Best practices for heavy API usage?

rpw199912j · April 27, 2022, 7:03pm

Hi,

I am intending to screen through 1004 chemical systems containing aluminum (e.g., Al-Li-Zn, Al-Mg-Cu…), and then retrieve the ElasticityDocs for all the qhull_entries within each chemical system. I am planning to carry out this search with the new mp-api package.

I’ve sent a request to [email protected], but have not heard back yet.

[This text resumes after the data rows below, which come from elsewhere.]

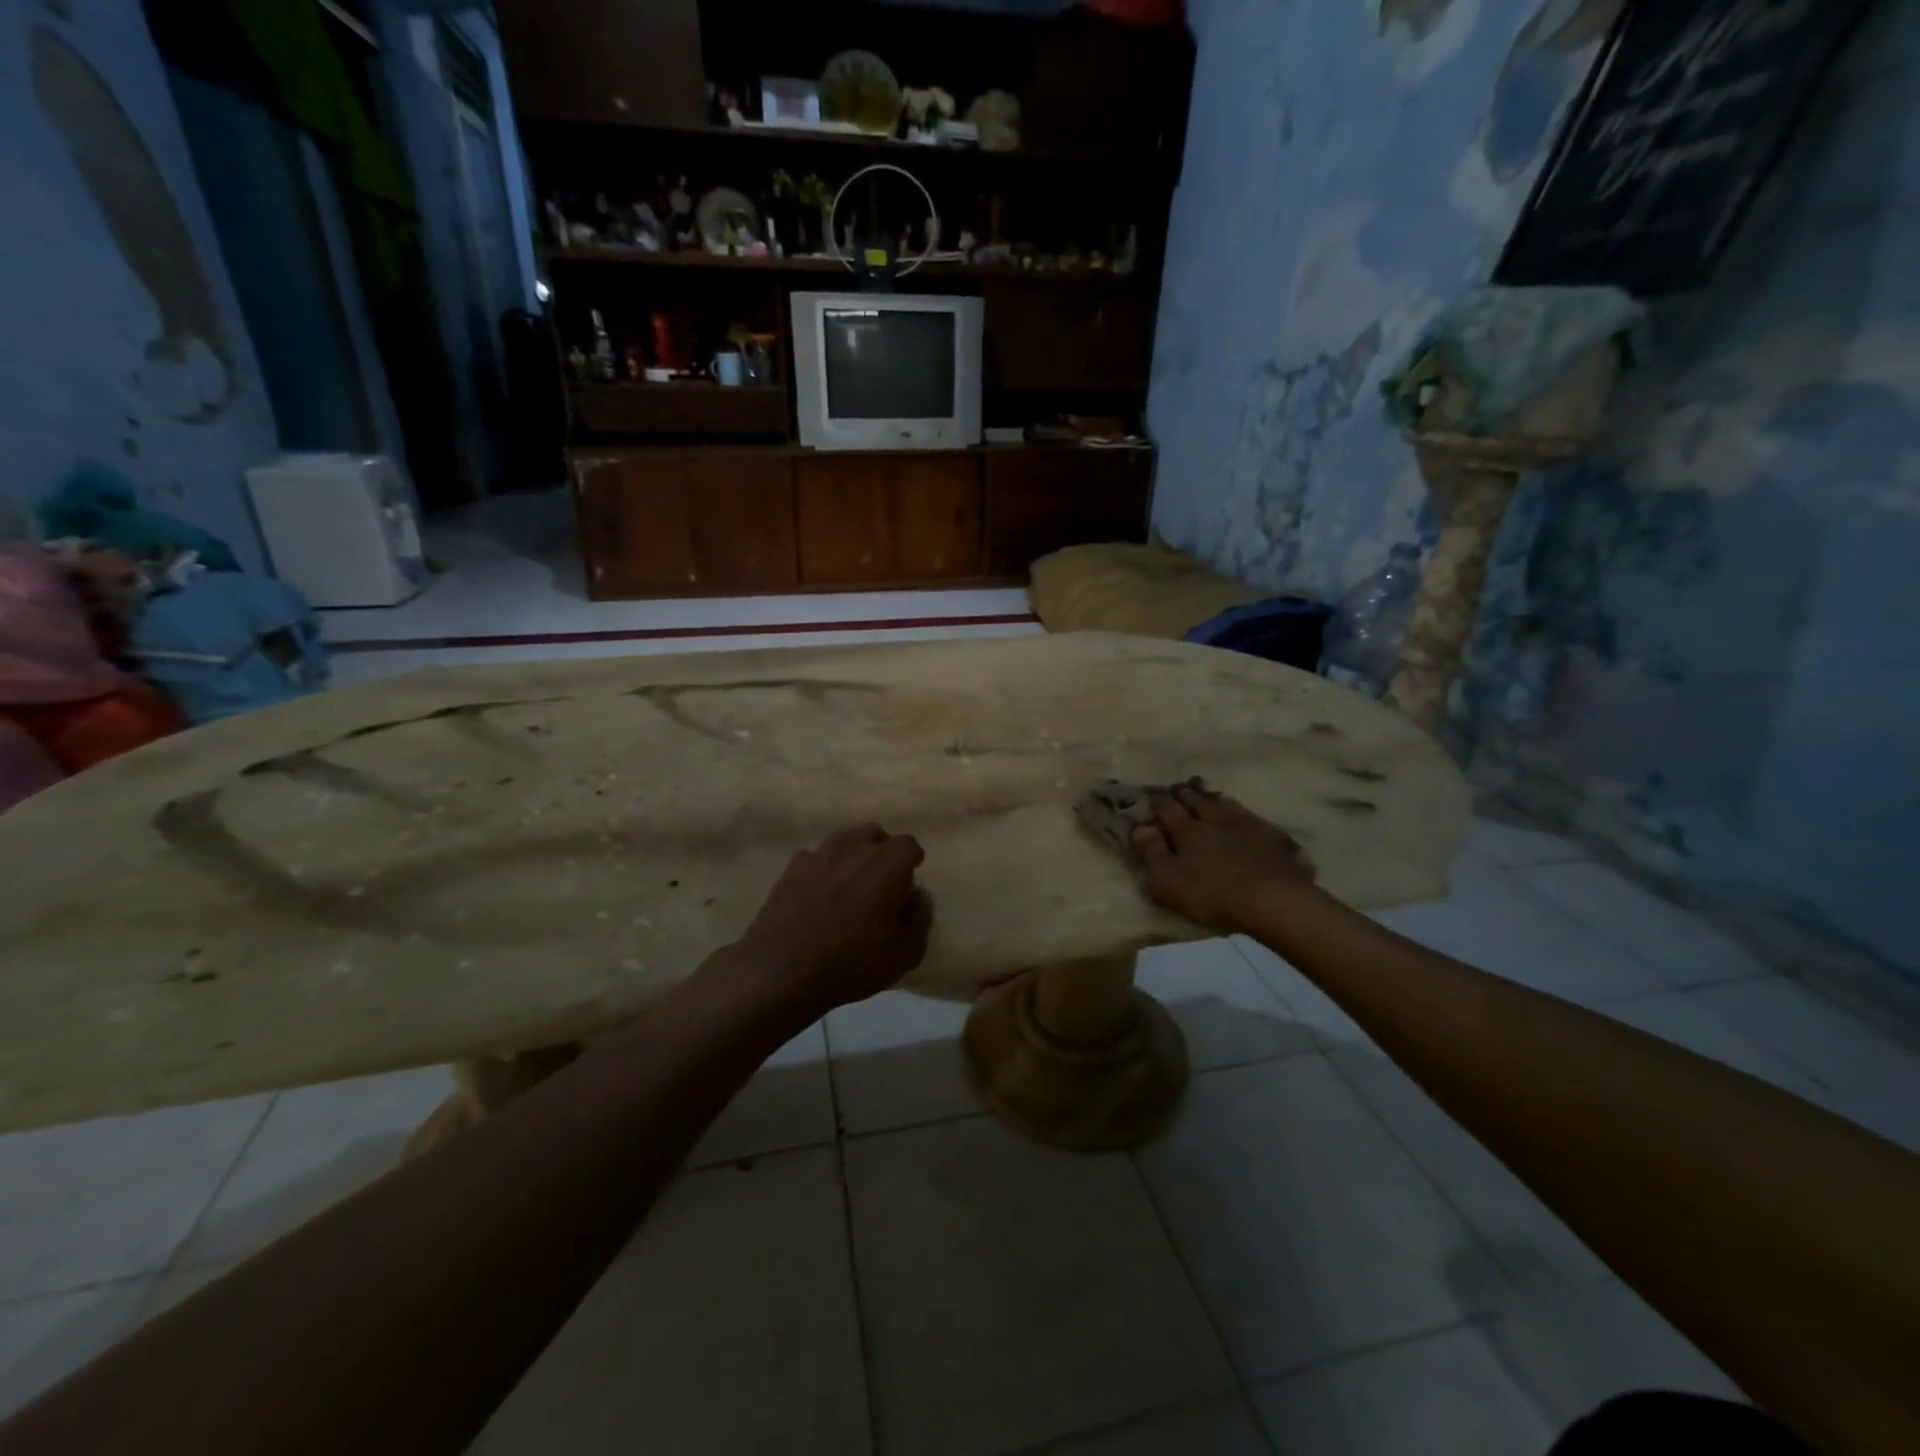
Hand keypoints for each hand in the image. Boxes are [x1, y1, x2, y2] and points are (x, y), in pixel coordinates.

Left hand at [729, 823, 933, 1015]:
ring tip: (851, 883)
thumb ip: (920, 918)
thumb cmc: (851, 963)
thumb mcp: (904, 954)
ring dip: (853, 856)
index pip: (908, 845)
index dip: (912, 860)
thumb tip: (918, 895)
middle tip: (882, 880)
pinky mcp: (791, 868)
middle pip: (875, 834)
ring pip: (844, 841)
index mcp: (887, 865)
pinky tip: (819, 894)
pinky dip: (823, 869)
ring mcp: (819, 855)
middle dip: (883, 851)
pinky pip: (816, 858)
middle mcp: (854, 848)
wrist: (781, 970)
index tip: (910, 878)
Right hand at [1130, 785, 1317, 934]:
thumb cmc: (1213, 894)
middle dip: (1184, 795)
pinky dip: (1239, 811)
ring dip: (1212, 799)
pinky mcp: (1271, 834)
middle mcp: (1214, 819)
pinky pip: (1250, 815)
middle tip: (1178, 790)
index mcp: (1187, 830)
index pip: (1167, 809)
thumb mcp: (1168, 881)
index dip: (1157, 802)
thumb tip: (1140, 827)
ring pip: (1224, 803)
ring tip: (1208, 798)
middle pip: (1196, 800)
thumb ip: (1151, 853)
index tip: (1150, 796)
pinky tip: (1242, 816)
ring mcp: (1245, 823)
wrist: (1274, 899)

Here is a code snippet that I intend to use. Could you please tell me the best practices and time to carry out this search? (e.g., pause time between each API call; aggregate search instead of for-loops; should I carry out the search during midnight? …)

import time
from mp_api import MPRester
from mp_api.core.client import MPRestError
from pymatgen.analysis.phase_diagram import PhaseDiagram

# read the API key from a txt file
with open("api_key.txt") as f:
    API_KEY = f.read()


def query_one_chemsys(chemsys: str) -> dict:
    """Helper function to carry out the query for one chemsys"""
    chemsys_lst = sorted(chemsys.split("-"))
    # get all ComputedStructureEntry within the given chemsys
    with MPRester(api_key=API_KEY) as mpr:
        phase_diagram_entries = mpr.get_entries_in_chemsys(chemsys_lst)

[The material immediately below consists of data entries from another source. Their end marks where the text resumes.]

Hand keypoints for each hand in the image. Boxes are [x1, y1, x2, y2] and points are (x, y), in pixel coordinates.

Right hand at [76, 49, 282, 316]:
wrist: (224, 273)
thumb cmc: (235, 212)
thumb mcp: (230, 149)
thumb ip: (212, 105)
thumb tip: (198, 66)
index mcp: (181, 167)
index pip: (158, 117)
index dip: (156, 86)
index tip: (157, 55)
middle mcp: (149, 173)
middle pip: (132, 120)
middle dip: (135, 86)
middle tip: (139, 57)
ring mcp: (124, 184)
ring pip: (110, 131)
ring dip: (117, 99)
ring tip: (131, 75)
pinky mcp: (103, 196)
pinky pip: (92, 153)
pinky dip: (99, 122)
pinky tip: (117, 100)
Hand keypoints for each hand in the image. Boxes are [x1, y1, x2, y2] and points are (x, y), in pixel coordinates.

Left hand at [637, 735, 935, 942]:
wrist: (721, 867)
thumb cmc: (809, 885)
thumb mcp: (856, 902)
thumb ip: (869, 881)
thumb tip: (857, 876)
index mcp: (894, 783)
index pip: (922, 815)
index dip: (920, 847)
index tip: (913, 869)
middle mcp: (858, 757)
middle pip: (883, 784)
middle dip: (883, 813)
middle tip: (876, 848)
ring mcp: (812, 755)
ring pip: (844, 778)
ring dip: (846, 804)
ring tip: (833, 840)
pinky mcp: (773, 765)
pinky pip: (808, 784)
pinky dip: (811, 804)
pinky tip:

    # check if no entries has been returned
    if len(phase_diagram_entries) == 0:
        raise MPRestError("No valid entries")

    phase_diagram = PhaseDiagram(entries=phase_diagram_entries)
    # check if the dimensionality of the retrieved phase diagram matches the input chemsys
    if phase_diagram.dim != len(chemsys_lst):
        raise MPRestError("Entries dimensionality mismatch")

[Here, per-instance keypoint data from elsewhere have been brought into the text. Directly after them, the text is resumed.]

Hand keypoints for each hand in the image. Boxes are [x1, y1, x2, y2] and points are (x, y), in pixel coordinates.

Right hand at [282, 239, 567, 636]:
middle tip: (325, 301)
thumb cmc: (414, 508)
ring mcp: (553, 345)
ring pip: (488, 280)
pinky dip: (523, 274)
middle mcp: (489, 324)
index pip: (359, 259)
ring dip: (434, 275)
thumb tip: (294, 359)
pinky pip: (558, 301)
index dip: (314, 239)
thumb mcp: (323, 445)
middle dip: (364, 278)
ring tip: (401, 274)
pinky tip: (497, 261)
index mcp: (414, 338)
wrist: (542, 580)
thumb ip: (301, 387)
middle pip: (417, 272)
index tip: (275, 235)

    # get the most stable phase entries
    most_stable_entries = phase_diagram.qhull_entries

    # get the mp-id for each entry in most_stable_entries
    mp_ids = [entry.entry_id for entry in most_stable_entries]

    # retrieve the elasticity doc for each mp-id
    material_elasticity_docs = []
    with MPRester(api_key=API_KEY) as mpr:
        for mp_id in mp_ids:
            try:
                material = mpr.elasticity.get_data_by_id(mp_id)
                material_elasticity_docs.append(material)
            except MPRestError:
                material_elasticity_docs.append(None)

    # store the elasticity data within each ComputedStructureEntry in a dictionary format
    mp_docs_to_store: list = []
    for entry, elasticity_doc in zip(most_stable_entries, material_elasticity_docs):
        entry_dict = entry.as_dict()
        entry_dict["data"]["elasticity"] = elasticity_doc.dict()["elasticity"] if elasticity_doc is not None else None
        mp_docs_to_store.append(entry_dict)
    return {f"{chemsys}": mp_docs_to_store}


chemsys_to_screen: list = ["Al-Li-Zn", "Al-Mg-Cu"]
screening_results = []
chemsys_with_errors = []
for chemsys in chemsys_to_screen:
    try:
        single_chemsys_result = query_one_chemsys(chemsys)
        screening_results.append(single_chemsys_result)
    except MPRestError:
        chemsys_with_errors.append(chemsys)
    time.sleep(10)

Best
Peiwen

munrojm · May 3, 2022, 4:58pm

Hi @rpw199912j

Sorry for the delayed response. You should be fine with this, don’t worry about trying to do anything special.

– Jason

rpw199912j · May 3, 2022, 6:15pm

@munrojm Thanks for the clarification!

Also, is there a way to suppress the progress bar that appears when retrieving ThermoDocs and ElasticityDocs?

Best
Peiwen

munrojm · May 3, 2022, 6:26pm

@rpw199912j, yes there is. Set the MPRESTER_MUTE_PROGRESS_BARS environment variable to True. That should mute all progress bars.

– Jason